Keywords: Agricultural Data Mining, Classification, Clustering, Dataset, Random Forest, K-NN, K means.
I. INTRODUCTION
Data Mining is a technique used from extracting useful
information from a large dataset. Data Mining uses many
techniques for evaluating different patterns from a large
amount of data. Data Mining is considered to be a step in
the larger process of Knowledge Discovery from Data
(KDD). KDD is the process of discovering useful
knowledge from data while data mining refers to a
particular step in this process [2]. In data Mining large
datasets relating to any subject/field are first collected
and then all preprocessing is applied. Preprocessing is a
process of transforming or making data appropriate for
applying data mining techniques to it. Preprocessing may
include: cleaning of data, summarization, transformation
etc. Data is transformed into the format required for the
analysis. Data Warehouses are the largest storage units of
data. Historical data relating to any field can be found in
the data warehouse. For example; a bank ABC has many
branches but has one center or headquarter. Similarly,
operational data is stored in each branch’s storage unit
but historical data from each branch is collected and
stored in one centralized unit called a data warehouse. So
that in future any kind of data analysis can be applied to
the data.
Data Mining incorporates many techniques like:
clustering, classification, machine learning, Support
Vector Machines, Regression, Association Rules etc.

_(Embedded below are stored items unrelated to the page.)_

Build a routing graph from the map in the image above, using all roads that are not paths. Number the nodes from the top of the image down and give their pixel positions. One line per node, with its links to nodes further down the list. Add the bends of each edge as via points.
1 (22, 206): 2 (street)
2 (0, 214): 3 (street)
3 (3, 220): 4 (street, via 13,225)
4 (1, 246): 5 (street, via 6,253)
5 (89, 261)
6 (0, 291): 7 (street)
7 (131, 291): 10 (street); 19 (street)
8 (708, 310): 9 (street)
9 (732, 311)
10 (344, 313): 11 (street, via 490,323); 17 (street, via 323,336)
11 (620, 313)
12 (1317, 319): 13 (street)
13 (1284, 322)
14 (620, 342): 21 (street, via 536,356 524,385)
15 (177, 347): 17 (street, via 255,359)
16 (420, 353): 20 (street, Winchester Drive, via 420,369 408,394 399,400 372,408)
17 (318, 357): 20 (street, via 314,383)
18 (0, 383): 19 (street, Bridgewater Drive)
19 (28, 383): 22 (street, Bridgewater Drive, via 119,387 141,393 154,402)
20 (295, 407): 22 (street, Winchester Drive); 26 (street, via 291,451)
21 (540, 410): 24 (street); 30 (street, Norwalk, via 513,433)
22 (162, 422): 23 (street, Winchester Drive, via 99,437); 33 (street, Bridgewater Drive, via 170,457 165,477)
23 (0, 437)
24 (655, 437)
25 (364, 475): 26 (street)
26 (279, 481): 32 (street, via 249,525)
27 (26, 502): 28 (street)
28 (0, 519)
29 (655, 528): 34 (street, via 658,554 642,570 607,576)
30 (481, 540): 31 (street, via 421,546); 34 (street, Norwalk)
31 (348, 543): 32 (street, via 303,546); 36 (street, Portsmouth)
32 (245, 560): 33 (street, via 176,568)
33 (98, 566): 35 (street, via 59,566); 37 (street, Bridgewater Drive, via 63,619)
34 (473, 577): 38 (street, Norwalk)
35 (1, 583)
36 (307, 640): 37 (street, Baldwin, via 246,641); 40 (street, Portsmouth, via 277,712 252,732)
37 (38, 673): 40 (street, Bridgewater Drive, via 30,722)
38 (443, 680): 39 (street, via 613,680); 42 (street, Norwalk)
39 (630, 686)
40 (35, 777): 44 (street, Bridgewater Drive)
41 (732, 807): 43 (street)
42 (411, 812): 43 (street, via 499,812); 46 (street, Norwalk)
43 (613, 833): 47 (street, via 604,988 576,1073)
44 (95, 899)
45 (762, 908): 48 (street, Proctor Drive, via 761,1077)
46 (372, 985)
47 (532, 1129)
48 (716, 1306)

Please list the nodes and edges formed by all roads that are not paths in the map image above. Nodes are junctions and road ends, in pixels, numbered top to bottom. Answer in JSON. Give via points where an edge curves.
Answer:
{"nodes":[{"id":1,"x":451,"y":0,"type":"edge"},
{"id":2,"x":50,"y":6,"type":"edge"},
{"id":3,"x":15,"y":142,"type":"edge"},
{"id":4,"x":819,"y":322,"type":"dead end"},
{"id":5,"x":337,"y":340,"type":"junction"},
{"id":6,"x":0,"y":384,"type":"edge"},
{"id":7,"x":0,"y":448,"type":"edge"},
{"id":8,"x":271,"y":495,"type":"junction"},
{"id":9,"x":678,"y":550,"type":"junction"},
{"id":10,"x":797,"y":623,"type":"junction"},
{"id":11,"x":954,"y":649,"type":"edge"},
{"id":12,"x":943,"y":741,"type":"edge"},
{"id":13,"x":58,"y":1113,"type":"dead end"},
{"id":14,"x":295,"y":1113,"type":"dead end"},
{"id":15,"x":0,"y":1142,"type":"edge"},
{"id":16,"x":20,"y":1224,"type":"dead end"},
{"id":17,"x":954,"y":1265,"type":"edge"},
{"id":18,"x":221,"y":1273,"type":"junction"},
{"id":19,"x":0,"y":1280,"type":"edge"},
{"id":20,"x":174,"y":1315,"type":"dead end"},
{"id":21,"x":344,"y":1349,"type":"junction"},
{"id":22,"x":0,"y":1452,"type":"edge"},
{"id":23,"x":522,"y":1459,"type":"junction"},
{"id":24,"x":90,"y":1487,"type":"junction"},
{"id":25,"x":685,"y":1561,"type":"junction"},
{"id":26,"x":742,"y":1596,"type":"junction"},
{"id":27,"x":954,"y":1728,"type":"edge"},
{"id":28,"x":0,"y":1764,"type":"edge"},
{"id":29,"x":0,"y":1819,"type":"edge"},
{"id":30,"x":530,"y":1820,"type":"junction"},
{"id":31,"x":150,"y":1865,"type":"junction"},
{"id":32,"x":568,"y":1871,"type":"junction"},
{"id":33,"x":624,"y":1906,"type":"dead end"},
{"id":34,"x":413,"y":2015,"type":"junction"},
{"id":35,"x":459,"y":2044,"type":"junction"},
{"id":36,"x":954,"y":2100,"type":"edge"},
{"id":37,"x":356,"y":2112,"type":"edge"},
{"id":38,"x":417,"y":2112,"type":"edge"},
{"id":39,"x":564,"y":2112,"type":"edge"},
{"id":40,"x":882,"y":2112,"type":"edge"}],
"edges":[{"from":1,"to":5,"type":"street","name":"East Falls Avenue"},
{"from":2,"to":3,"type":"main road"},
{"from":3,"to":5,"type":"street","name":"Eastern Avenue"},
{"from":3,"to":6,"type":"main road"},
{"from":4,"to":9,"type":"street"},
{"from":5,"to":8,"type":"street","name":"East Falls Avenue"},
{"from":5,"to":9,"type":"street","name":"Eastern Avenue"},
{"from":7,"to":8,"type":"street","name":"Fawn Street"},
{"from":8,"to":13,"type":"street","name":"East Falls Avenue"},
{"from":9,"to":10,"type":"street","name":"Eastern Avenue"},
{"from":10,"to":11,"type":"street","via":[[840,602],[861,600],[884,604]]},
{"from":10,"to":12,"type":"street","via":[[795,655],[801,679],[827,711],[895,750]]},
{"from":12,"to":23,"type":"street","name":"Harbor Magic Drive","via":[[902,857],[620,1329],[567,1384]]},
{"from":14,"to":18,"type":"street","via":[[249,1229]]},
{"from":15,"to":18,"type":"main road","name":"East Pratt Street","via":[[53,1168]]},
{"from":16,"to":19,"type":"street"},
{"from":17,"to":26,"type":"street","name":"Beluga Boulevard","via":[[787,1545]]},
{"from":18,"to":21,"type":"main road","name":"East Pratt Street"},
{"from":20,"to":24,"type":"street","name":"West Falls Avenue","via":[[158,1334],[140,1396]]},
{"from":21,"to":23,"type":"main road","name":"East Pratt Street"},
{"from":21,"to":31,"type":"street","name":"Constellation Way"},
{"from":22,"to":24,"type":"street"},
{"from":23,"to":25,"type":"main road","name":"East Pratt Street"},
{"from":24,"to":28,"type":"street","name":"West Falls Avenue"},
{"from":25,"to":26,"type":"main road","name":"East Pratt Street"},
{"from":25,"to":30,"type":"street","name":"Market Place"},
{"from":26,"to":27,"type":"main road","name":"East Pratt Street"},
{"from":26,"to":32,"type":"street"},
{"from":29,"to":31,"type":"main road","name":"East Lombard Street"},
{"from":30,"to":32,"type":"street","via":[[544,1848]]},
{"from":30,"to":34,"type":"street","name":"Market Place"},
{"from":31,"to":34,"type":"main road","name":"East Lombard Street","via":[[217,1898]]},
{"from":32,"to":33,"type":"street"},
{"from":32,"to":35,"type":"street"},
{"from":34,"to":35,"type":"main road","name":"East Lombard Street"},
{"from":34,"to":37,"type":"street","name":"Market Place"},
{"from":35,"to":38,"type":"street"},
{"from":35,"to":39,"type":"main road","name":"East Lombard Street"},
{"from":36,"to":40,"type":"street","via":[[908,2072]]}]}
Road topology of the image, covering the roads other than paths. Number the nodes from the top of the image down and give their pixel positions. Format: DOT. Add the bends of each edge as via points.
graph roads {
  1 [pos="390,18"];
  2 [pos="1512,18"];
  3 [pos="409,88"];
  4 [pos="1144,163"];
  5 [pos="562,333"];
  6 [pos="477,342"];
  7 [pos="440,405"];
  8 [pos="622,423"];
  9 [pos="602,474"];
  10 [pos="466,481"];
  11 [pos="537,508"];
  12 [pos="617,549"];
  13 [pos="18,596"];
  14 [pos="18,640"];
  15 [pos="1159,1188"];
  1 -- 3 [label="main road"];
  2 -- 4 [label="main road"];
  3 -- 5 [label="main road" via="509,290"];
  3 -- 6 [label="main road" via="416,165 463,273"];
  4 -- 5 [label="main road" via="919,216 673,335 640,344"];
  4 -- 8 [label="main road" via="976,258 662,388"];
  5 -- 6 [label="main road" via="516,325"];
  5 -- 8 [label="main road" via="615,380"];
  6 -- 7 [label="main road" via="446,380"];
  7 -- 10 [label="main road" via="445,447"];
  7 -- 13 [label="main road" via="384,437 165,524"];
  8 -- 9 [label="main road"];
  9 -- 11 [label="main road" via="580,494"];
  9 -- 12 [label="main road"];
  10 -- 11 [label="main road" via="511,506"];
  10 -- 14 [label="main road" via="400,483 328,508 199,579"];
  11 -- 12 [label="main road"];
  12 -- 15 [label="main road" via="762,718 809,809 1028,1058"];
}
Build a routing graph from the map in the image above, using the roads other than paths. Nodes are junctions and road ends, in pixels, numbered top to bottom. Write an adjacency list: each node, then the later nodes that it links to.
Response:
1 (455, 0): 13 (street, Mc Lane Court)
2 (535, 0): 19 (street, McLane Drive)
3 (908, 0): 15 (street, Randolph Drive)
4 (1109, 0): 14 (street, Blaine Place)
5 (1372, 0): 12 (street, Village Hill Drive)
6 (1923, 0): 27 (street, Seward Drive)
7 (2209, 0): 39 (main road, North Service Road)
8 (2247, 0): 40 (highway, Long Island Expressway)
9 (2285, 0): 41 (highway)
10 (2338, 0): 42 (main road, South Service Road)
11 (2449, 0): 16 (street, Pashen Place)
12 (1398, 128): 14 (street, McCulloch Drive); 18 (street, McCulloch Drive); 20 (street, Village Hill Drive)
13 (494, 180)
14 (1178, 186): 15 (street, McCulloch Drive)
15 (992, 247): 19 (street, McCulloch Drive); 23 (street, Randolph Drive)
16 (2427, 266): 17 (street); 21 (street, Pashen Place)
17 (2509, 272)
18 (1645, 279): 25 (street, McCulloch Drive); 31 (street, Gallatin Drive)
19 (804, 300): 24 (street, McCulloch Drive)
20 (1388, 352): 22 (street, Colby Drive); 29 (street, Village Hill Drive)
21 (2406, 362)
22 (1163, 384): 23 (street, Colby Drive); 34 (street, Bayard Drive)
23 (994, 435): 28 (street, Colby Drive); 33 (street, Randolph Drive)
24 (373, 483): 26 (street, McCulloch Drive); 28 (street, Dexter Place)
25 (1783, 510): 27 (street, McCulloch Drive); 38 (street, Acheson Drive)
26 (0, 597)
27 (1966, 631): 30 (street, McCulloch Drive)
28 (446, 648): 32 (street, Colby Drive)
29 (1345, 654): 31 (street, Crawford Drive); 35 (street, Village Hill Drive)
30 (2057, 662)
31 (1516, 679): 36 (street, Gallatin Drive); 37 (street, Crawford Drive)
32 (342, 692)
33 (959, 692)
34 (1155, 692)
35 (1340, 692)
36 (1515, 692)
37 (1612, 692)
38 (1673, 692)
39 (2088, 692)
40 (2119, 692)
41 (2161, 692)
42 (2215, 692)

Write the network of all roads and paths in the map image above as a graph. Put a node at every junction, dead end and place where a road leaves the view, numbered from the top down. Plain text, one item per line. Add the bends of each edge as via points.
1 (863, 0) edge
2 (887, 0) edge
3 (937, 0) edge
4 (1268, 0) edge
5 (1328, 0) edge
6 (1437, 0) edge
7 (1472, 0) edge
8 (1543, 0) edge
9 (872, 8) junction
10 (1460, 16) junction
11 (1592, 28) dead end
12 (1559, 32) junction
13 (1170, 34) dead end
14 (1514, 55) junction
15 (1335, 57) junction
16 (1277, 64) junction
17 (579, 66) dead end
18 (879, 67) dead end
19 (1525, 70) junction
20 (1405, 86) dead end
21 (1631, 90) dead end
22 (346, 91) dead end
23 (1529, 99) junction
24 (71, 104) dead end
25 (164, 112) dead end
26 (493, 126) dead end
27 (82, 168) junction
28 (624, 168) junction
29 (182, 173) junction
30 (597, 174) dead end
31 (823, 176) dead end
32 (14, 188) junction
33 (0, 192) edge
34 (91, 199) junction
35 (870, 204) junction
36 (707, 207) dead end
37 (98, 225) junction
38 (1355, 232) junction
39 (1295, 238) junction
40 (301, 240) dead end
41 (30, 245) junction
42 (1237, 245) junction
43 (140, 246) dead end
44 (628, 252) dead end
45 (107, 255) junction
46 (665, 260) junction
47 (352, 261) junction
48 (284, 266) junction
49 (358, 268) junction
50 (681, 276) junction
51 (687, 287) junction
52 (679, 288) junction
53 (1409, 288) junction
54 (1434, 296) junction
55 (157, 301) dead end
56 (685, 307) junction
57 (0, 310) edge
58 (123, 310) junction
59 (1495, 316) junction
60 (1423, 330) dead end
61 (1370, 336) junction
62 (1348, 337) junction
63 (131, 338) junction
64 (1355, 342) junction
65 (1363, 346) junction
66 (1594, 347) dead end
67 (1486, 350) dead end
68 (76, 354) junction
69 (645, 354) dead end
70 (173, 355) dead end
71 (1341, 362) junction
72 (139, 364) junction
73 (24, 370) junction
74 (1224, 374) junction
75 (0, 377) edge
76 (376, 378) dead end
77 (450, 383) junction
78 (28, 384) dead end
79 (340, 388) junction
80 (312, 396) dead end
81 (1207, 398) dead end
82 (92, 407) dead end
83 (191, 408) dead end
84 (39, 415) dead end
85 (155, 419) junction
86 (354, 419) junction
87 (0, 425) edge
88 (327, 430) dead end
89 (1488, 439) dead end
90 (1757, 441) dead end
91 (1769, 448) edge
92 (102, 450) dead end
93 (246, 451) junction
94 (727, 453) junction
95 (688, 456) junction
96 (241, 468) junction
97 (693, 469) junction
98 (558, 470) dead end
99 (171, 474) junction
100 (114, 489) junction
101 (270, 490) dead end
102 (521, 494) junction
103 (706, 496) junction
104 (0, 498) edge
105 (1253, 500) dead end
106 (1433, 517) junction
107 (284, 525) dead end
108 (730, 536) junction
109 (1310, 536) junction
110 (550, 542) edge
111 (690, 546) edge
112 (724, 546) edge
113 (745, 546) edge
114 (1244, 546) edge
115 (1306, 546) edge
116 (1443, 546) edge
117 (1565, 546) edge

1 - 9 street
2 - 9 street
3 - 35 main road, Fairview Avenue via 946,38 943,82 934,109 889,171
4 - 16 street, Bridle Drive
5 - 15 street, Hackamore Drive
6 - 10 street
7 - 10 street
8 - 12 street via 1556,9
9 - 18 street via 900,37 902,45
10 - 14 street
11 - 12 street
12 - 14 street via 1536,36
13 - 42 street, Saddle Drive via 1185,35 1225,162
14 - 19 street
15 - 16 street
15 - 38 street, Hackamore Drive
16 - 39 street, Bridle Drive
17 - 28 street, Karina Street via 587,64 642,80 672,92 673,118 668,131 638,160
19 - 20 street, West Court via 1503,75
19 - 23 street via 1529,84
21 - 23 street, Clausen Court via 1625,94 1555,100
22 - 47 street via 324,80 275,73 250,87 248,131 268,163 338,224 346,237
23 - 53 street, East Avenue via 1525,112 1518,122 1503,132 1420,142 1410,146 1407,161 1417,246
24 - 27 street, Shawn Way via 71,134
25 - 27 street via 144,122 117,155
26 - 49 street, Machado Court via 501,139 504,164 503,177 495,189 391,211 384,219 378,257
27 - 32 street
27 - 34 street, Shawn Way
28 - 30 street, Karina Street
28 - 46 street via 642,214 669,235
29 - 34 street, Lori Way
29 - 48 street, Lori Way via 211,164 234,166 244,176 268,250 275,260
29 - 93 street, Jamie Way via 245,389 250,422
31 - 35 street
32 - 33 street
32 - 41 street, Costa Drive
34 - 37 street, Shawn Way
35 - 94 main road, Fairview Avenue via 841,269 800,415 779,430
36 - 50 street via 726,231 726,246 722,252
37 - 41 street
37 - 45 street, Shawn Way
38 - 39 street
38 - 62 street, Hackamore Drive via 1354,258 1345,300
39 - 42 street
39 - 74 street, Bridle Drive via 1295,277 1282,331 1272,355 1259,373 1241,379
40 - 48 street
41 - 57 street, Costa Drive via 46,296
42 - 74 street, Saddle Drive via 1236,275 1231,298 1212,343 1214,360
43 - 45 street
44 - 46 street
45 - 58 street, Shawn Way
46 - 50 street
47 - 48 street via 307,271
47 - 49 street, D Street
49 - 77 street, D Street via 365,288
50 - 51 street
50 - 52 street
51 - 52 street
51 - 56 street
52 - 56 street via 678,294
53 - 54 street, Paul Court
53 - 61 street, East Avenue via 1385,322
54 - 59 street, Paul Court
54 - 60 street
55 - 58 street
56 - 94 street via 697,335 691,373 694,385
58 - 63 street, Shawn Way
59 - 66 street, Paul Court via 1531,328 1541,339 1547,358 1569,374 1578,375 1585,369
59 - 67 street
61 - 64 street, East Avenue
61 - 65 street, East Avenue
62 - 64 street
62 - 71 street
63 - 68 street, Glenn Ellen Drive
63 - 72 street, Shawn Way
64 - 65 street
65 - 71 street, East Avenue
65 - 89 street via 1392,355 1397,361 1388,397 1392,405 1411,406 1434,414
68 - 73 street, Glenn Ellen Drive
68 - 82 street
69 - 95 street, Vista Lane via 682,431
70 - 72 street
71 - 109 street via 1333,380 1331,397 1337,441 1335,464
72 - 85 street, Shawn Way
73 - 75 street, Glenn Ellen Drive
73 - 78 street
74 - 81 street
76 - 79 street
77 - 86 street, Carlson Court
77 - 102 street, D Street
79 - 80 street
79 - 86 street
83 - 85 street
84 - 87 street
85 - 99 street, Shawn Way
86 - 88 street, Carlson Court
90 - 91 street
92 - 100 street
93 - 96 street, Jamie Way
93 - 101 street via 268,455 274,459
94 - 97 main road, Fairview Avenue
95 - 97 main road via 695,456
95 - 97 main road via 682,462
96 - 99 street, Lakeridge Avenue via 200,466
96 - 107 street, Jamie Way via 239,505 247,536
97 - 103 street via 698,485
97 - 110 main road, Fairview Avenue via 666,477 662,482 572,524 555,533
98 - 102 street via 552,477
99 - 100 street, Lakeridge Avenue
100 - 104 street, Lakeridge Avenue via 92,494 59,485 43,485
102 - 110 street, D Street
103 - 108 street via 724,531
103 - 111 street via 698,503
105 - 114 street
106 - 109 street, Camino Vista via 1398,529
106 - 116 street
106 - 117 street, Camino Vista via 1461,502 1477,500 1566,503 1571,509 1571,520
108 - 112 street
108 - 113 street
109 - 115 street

Further these techniques can be applied on the dataset by
different algorithms. An overview of these different
techniques is shown in the figure 1.1.
Data Mining in Agriculture is an emerging area and
attracting many data analysts and data mining experts to
focus their studies on it. Summary information about
crop production can help the farmers identify the crop
losses and prevent it in future [3].
Fig. 1.1 A schematic representation of the classification
of the data mining techniques discussed.[1]
Many other problems can be formulated in this field
which when solved can help farmers in decision making
and managing their crops efficiently. Data mining in
agriculture can give farmers information about various
future risks and hazards. For making more suitable
systems for decision making, data mining can be used.
Today, different areas are using data mining, for example
financial data collected from banking and financial
industries are often comparatively absolute, reliable, and
of high quality, which helps methodical data analysis and
data mining. It is used extensively in the retail industry
because it collects huge amount of data on customer
shopping trends, sales of the company etc. This helps the